How the revolution in autonomous vehicles will impact recruitment of STEM graduates

The revolution of autonomous vehicles

It is expected that self-driving cars will be on British roads by 2021, and that by 2030, autonomous vehicles will completely replace standard cars; changing our roads forever. Giants of the automobile industry including BMW, Tesla and Mercedes are all getting in on the autonomous action in the fight to become the first to get a driverless vehicle on the road.

The UK government are investing £22.4 million to develop the technology in the hope that the evolution of driverless vehicles will have a positive impact on our automotive industry and economy as a whole. But to succeed companies must be able to attract the best talent – in this case STEM graduates.

As the UK prepares to leave the EU in 2019, The Chancellor stated his plan to “build a country fit for the future and make the UK a leader in the technological revolution” and is therefore providing £1bn to be spent on high tech projects such as the development of autonomous vehicles.

Although a lot of money is being invested into the industry, there is a real struggle to find the right talent. It’s no secret that the lack of science, technology, engineering and mathematics skills has become a widespread problem, with 43% of STEM vacancies proving difficult to fill and 36% of STEM graduates choosing alternative careers.

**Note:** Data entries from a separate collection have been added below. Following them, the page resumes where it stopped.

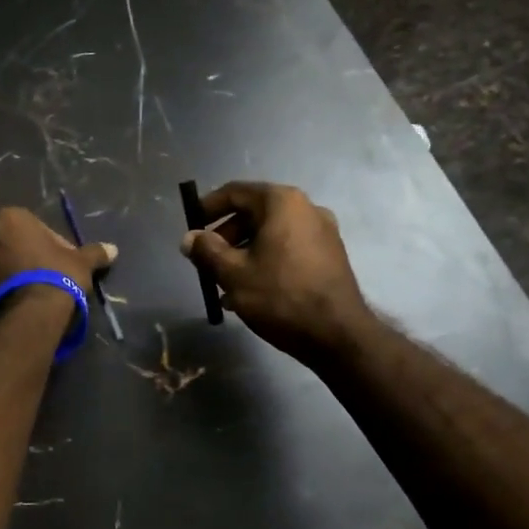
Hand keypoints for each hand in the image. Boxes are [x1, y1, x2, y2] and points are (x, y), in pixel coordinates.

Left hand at [0, 206, 116, 315]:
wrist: (30, 314)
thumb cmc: (56, 275)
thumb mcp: (81, 262)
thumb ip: (94, 252)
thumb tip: (113, 249)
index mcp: (9, 219)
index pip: (30, 225)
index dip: (47, 242)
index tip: (59, 260)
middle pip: (7, 243)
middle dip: (21, 256)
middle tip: (43, 276)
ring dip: (6, 276)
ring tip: (28, 295)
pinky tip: (14, 308)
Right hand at [180, 181, 370, 363]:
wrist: (339, 336)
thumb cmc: (281, 297)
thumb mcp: (233, 274)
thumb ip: (207, 250)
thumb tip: (190, 238)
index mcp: (282, 202)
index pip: (235, 192)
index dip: (208, 207)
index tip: (191, 226)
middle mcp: (306, 208)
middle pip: (254, 212)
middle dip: (226, 236)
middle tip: (206, 260)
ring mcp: (323, 232)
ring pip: (270, 233)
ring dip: (244, 252)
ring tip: (224, 283)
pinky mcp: (330, 255)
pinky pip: (288, 248)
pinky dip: (266, 260)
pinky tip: (251, 290)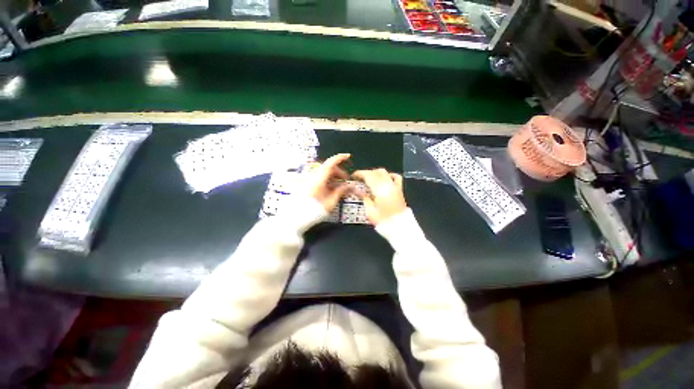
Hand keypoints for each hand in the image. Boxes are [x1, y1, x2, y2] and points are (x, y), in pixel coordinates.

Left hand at [305, 154, 351, 211]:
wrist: (297, 218)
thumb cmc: (315, 210)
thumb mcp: (331, 201)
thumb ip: (341, 191)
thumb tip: (349, 186)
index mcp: (319, 179)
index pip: (331, 163)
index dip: (340, 158)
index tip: (348, 156)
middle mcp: (313, 177)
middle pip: (328, 168)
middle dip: (339, 172)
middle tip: (346, 180)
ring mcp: (309, 180)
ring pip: (324, 173)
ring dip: (333, 177)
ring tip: (340, 186)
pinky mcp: (307, 185)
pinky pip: (319, 178)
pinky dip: (327, 181)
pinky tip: (331, 189)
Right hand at [352, 169, 406, 224]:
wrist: (399, 227)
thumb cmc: (383, 220)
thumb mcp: (370, 210)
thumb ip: (364, 198)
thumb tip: (359, 190)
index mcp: (379, 190)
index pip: (369, 175)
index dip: (360, 173)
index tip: (353, 176)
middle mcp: (388, 185)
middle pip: (376, 172)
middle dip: (366, 173)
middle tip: (359, 178)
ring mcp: (395, 186)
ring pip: (385, 173)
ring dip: (376, 173)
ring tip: (369, 179)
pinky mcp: (400, 190)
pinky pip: (396, 177)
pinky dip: (389, 175)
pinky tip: (384, 178)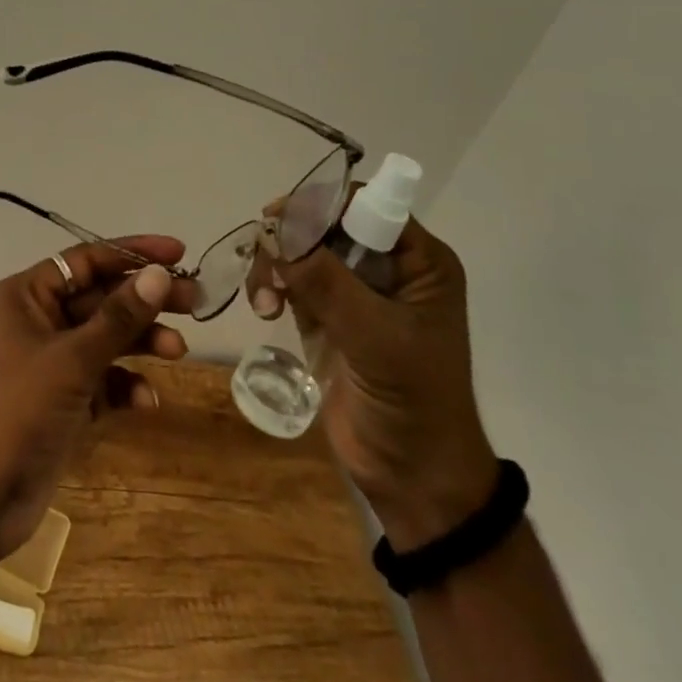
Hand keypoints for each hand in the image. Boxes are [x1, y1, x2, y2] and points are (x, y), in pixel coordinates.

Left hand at [0, 237, 199, 562]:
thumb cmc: (15, 411)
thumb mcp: (71, 359)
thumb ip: (118, 317)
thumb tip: (158, 274)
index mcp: (26, 296)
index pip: (85, 261)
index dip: (132, 253)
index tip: (178, 253)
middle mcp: (36, 321)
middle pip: (100, 299)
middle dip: (144, 300)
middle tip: (194, 301)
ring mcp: (48, 365)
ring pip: (104, 340)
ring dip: (140, 342)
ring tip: (179, 350)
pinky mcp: (60, 404)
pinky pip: (101, 382)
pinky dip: (124, 387)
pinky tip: (147, 401)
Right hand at [248, 194, 497, 550]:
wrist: (414, 478)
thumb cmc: (413, 401)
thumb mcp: (375, 337)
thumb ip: (326, 281)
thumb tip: (275, 231)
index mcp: (418, 261)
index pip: (365, 205)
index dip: (321, 203)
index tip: (278, 219)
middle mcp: (386, 266)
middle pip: (324, 222)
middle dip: (289, 237)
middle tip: (265, 258)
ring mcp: (354, 291)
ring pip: (300, 249)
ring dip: (274, 264)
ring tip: (263, 300)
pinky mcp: (327, 315)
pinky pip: (289, 279)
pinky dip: (269, 285)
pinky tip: (263, 309)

So what can we do? Companies developing the latest autonomous technology (as well as the engineering and technology sector in general) are in need of the talent now, as well as needing to build a talent pipeline for the future. There is no question that it is a difficult hiring environment, with a serious amount of competition both in the UK and internationally.

We take a look at talent options companies competing for this niche skillset should be implementing:

Develop future talent

Play the long game – partner with educational institutions such as a colleges or universities to build direct relationships and hire talent straight from education. Additionally, partnering with primary and secondary schools to teach children about STEM roles is a great way of getting them interested and interacting with the industry at a young age.

With the buzz surrounding autonomous vehicles, engineering in the automotive industry is likely to be a very exciting concept to young individuals, so we need to appeal to their interests and showcase the exciting projects their future in STEM could hold. This strategic method of recruitment not only helps to build a business, but it also means companies can positively influence youth to join STEM roles.

If you’re building your talent pipeline, are you doing the following?

• Mentoring university students studying relevant courses
• Sponsoring and awarding relevant educational competitions
• Hosting seminars and workshops showcasing career opportunities
• Offering work experience/apprenticeships/ industrial placements
• Promoting and supporting an employee STEM ambassador initiative (or similar)- get your employees out into the community, engaging with primary and secondary school students
• Attending careers fairs- bring your recent graduates, showcase success stories, demonstrate the career progression routes, talk about your rewards and incentives, and design your stall to draw students and give them a reason to stop and talk to you! Whether it’s a competition, giveaway or showing the latest technologies you’re working on, you need to stand out.